• **Problem details**
Using the data below, find how many lines include the word "Avenue" and report that figure alone.

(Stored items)
══════════════════════════════
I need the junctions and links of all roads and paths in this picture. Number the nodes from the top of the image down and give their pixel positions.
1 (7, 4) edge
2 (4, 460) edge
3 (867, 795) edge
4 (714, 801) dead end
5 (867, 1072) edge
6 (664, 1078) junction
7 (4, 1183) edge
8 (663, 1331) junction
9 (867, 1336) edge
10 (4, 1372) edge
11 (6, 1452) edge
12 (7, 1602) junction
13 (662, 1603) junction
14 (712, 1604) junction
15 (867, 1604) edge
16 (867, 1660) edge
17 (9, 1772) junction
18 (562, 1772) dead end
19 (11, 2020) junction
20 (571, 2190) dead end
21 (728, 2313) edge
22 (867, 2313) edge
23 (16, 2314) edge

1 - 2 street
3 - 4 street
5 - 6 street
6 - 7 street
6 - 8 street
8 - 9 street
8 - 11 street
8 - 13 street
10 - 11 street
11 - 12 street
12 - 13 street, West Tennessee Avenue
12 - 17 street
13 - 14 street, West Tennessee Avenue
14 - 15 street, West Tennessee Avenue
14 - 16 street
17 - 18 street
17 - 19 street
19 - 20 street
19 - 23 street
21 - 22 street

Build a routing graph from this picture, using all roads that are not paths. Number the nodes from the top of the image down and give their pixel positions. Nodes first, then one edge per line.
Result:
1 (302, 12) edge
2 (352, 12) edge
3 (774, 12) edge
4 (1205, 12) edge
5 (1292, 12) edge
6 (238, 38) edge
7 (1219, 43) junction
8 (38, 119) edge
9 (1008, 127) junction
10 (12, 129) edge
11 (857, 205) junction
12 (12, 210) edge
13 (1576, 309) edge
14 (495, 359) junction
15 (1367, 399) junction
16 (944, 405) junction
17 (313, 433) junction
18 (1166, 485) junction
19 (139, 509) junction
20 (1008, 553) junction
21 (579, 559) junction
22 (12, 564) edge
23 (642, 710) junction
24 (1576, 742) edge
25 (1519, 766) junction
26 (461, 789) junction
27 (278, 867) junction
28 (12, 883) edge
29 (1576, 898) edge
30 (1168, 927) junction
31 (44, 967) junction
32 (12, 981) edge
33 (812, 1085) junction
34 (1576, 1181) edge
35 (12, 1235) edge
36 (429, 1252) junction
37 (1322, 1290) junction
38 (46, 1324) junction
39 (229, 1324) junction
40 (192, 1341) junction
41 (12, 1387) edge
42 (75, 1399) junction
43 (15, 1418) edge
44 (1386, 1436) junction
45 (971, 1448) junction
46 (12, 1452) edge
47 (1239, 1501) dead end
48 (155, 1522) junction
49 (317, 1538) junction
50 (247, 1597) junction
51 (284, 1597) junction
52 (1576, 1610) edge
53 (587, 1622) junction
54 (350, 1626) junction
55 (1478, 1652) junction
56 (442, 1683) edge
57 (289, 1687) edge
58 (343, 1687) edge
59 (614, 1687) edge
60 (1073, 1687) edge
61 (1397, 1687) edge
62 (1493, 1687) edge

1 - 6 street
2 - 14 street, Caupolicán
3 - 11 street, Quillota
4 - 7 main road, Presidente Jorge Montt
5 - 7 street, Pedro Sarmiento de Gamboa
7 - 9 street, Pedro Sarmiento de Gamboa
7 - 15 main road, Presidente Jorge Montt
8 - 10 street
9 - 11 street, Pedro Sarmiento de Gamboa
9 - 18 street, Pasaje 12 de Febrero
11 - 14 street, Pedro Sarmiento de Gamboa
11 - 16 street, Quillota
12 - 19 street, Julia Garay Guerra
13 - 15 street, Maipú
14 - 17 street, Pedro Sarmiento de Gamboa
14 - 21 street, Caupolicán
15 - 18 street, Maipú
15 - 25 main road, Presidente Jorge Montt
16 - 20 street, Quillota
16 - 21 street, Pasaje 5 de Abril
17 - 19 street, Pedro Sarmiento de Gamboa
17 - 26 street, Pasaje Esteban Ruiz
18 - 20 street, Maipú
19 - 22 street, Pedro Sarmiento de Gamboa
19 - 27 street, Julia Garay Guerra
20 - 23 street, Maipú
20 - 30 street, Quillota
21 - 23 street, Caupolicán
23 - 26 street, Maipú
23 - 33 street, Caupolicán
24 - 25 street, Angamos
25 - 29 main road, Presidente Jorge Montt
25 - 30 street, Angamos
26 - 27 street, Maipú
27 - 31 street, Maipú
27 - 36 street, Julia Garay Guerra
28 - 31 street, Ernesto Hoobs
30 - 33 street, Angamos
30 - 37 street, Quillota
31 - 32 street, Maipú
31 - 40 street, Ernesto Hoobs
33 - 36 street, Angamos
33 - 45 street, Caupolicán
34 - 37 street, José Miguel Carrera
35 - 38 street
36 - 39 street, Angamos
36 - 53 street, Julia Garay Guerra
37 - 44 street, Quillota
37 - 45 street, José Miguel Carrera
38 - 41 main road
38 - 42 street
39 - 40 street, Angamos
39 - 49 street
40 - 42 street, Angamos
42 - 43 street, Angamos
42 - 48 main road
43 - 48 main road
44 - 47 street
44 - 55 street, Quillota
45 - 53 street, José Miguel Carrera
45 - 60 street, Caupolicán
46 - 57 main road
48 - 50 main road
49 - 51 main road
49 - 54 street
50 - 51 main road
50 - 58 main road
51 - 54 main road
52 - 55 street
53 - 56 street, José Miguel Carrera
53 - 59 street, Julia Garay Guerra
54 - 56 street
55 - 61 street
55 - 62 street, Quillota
══════════════════════════════
• **Answer for the task**
3